If a business is run by a boarf of directors and a board member is suspected of stealing money from the business, can the other board members be held accountable if they do not report it?

Can the employees?

Asked on March 13, 2012 under Business Law, Kentucky

Answers:

Kenneth Avila / Kenneth Avila, Patent Attorney

Answered 8 years ago | Contributor

A director has two duties to the entity that he/she manages - duty of due care and duty of loyalty. Normally the entity is a corporation but there are other types of entities such as non-profits and LLCs.  I will explain the duties in more detail later but these duties are imposed on each director and officer of the business entity, but not on employees that operate below an officer.  How can you separate the officers from employees?  Normally a board of directors appoints officers and officers hire employees.  Although there are exceptions to this simple test it should provide you with a simple guideline.  Now that you know that the duties only applies to directors and officers let me go over the two duties.

Duty of Due Care Defined:  Officers and Directors owe a fiduciary duty to the corporation and must discharge their duties with the same degree of diligence, care, and skill which the ordinary prudent person would exercise in the management of his own affairs.

Here the duty of due care applies because the individual is a director.  So this Director must conduct his affairs with the entity with the same degree of diligence, care, and skill which the ordinary prudent person would exercise in the management of his own affairs.  Here the Director is suspected of stealing money from the entity and if that was the case then the Director would violate his duty of due care to the entity.

This duty would also applies to officers and other directors as well.  If the officers and other directors knew of the Director’s actions and did nothing about it would they be discharging their duties with the same degree of diligence, care, and skill which the ordinary prudent person would exercise in the management of his own affairs?  If these facts are true then the answer would be no and they have breached their duty of due care.

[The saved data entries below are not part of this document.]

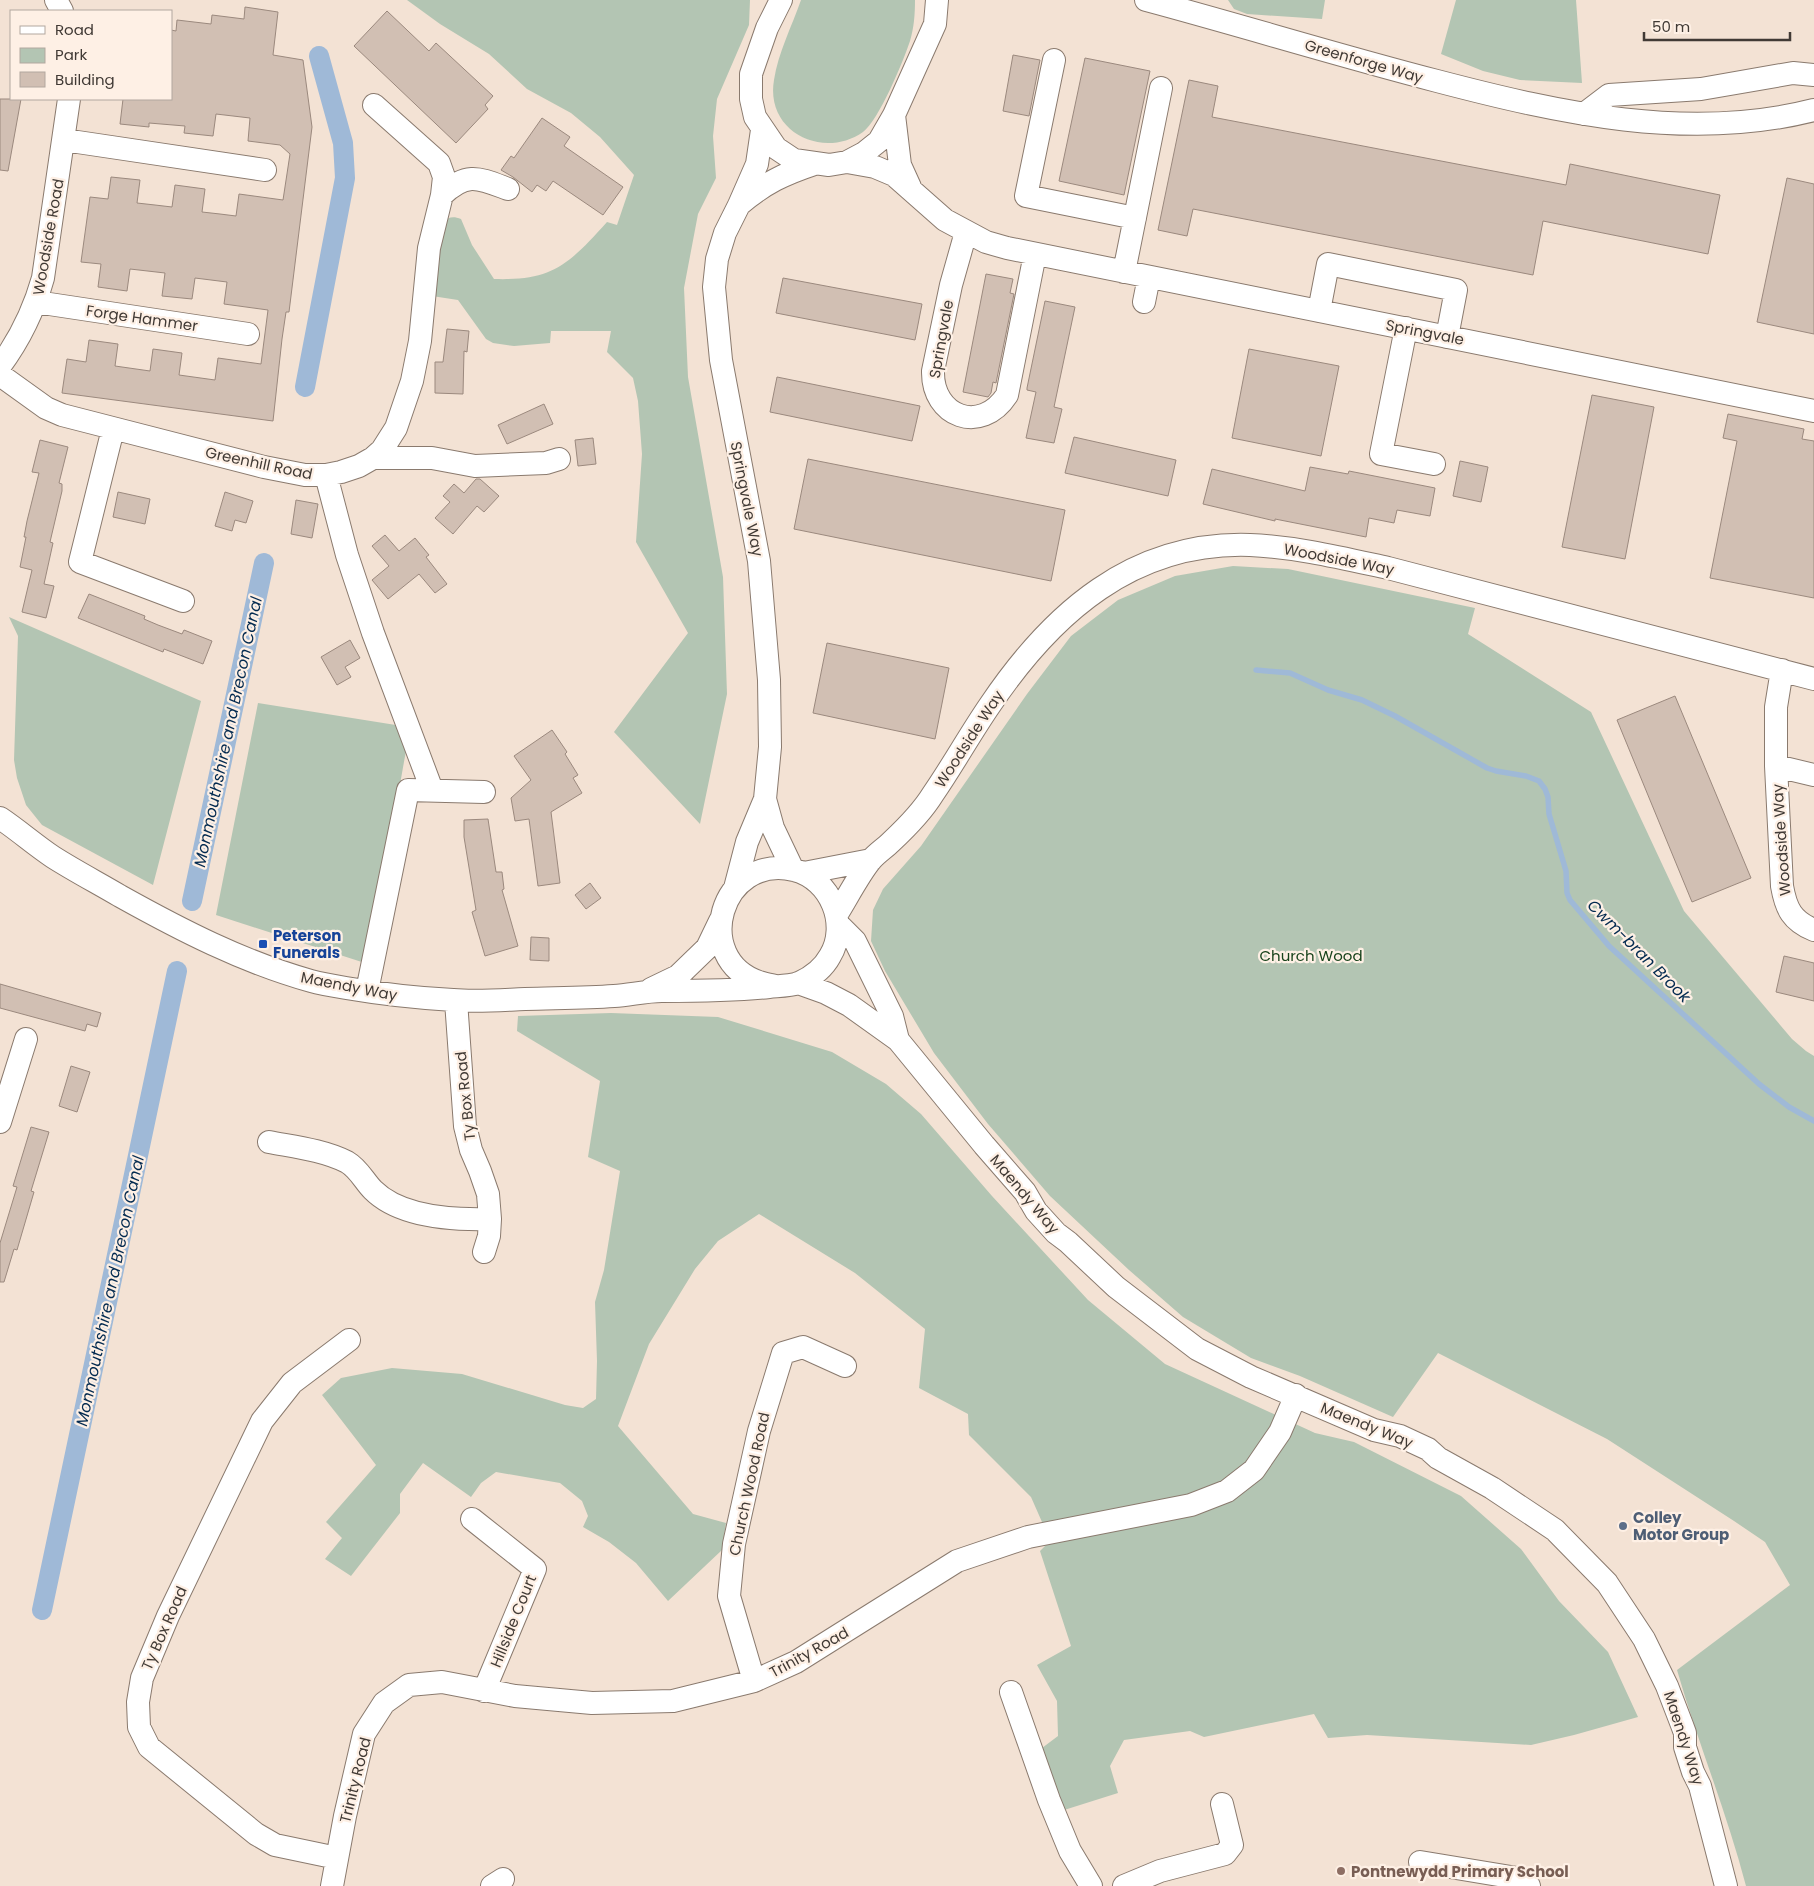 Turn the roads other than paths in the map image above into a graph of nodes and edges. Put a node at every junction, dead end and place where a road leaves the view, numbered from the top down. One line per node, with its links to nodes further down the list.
1 (781, 0): 13 (street)
2 (1146, 0): 4 (street, Greenforge Way)
3 (941, 3): 12 (street)
4 (1208, 8): 11 (street, Greenforge Way)
5 (1054, 60): 22 (street)
6 (1814, 75): 11 (street)
7 (1161, 88): 22 (street)
8 (69, 100): 14 (street, Woodside Road)
9 (374, 105): 20 (street, Greenhill Road)
10 (1814, 110): 11 (street, Greenforge Way)
11 (1584, 114)
12 (894, 115): 15 (street); 18 (street, Springvale)
13 (762, 130): 16 (street); 21 (street, Springvale Way)
14 (64, 140): 17 (street); 27 (street, Woodside Road)
15 (847, 162): 16 (street); 18 (street, Springvale)
16 (815, 164): 21 (street, Springvale Way)
17 (265, 170)
18 (910, 188): 23 (street, Springvale)
19 (508, 189): 20 (street)
20 (442, 195): 37 (street, Greenhill Road)
21 (740, 205): 48 (street, Springvale Way)
22 (1135, 218): 25 (street)
23 (966, 232): 24 (street, Springvale); 24 (street, Springvale)
24 (1035, 254): 25 (street, Springvale)
25 (1124, 272): 26 (street, Springvale)
26 (1149, 277): 28 (street); 29 (street, Springvale)
27 (36, 302): 31 (street, Forge Hammer); 33 (street, Woodside Road)
28 (1144, 302)
29 (1319, 311): 30 (street, Springvale); 32 (street)
30 (1406, 328): 32 (street, Springvale); 39 (street)
31 (248, 334)
32 (1447, 337): 35 (street, Springvale)
33 (0, 366)
34 (0, 375): 36 (street, Greenhill Road)
35 (1814, 411)
36 (113, 429): 40 (street, Greenhill Road); 41 (street)
37 (373, 458): 38 (street); 40 (street, Greenhill Road)
38 (559, 459)
39 (1434, 464)
40 (326, 475): 46 (street)
41 (183, 601)
42 (1782, 670): 43 (street, Woodside Way); 44 (street, Woodside Way); 50 (street, Woodside Way)
43 (1814, 678)
44 (1776, 766): 45 (street, Woodside Way); 55 (street, Woodside Way)
45 (1814, 775)
46 (432, 790): 47 (street); 57 (street)
47 (484, 792)
48 (765, 800): 51 (street, Springvale Way); 52 (street, Springvale Way)
49 (0, 818): 57 (street, Maendy Way)
50 (871, 860): 51 (street); 53 (street, Woodside Way)
51 (798, 872): 52 (street, Maendy Way); 53 (street, Maendy Way)
52 (735, 888): 54 (street, Maendy Way)
53 (837, 919): 56 (street, Maendy Way); 61 (street, Maendy Way)
54 (720, 921): 56 (street, Maendy Way); 58 (street, Maendy Way)
55 (1814, 930)
56 (787, 984): 58 (street, Maendy Way); 61 (street, Maendy Way)
57 (367, 991): 59 (street, Maendy Way)
58 (648, 991): 59 (street, Maendy Way)
59 (456, 1001): 64 (street, Ty Box Road)
60 (26, 1039): 62 (street)
61 (898, 1040): 68 (street, Maendy Way)
62 (0, 1122)
63 (269, 1142): 64 (street)
64 (490, 1219): 65 (street, Ty Box Road)
65 (484, 1252)
66 (349, 1340): 74 (street, Ty Box Road)
67 (845, 1366): 70 (street, Church Wood Road)
68 (1296, 1395): 70 (street, Trinity Road); 80 (street, Maendy Way)
69 (472, 1519): 71 (street, Hillside Court)
70 (754, 1681): 71 (street, Trinity Road)
71 (484, 1691): 74 (street, Trinity Road)
72 (1011, 1692): 77 (street)
73 (1222, 1804): 78 (street)
74 (337, 1858): 76 (street, Trinity Road)
75 (1420, 1862): 79 (street)
76 (332, 1886)
77 (1091, 1886)
78 (1124, 1886)
79 (1529, 1886)
80 (1726, 1886)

Duty of Loyalty Defined:  Officers and directors are held to a fiduciary duty of loyalty in all of their dealings with the entity so as to promote the interests of the entity without regard for personal gain.

Here the duty of loyalty applies because the individual is a director.  So this individual must conduct his affairs with the entity so as to promote the interests of the entity without regard for personal gain.  Here the director is suspected of stealing money from the entity and if that was the case then the director would violate his duty of loyalty to the entity.


This duty would also applies to officers and other directors as well.  If the officers and other directors knew of the Director’s actions and did nothing about it would their dealings with the entity promote the interests of the entity without regard for personal gain?  If these facts are true then the answer would be no and they have breached their duty of loyalty.

Summary

In conclusion, if the facts as you presented were true, the Director breached his/her duties to the entity and so did the officers and other directors if they knew of the Director’s actions and did nothing about it.  

A couple of comments here.  The Director’s actions, if true, could also be the criminal act of embezzlement and the police should be notified.  Finally the act of stealing by a director many times is not black and white.  For example the Director could have done some work for the entity from which he/she expected to receive payment or that the board agreed to provide compensation to the Director.  I strongly suggest that you meet with an attorney to discuss all of the facts of this matter as I have only given you general guidelines here.

I hope that I was of assistance.

FreeAdvice Contributing Attorney / FreeAdvice Contributing Attorney

Answered 8 years ago | Contributor

It is entirely possible that members of the board of directors who suspect that an employee (fellow board member) is stealing money from the business could be held accountable for the loss if they do not take action concerning their suspicions and place impediments in place to prevent the possible theft of money.

Such knowledge and inaction is called "negligence".

The employees cannot be held accountable for any business loss by theft if they are not aware of it. I suggest that if you suspect that a board member is stealing from your place of employment you meet with your supervisor about the situation and contact law enforcement about it.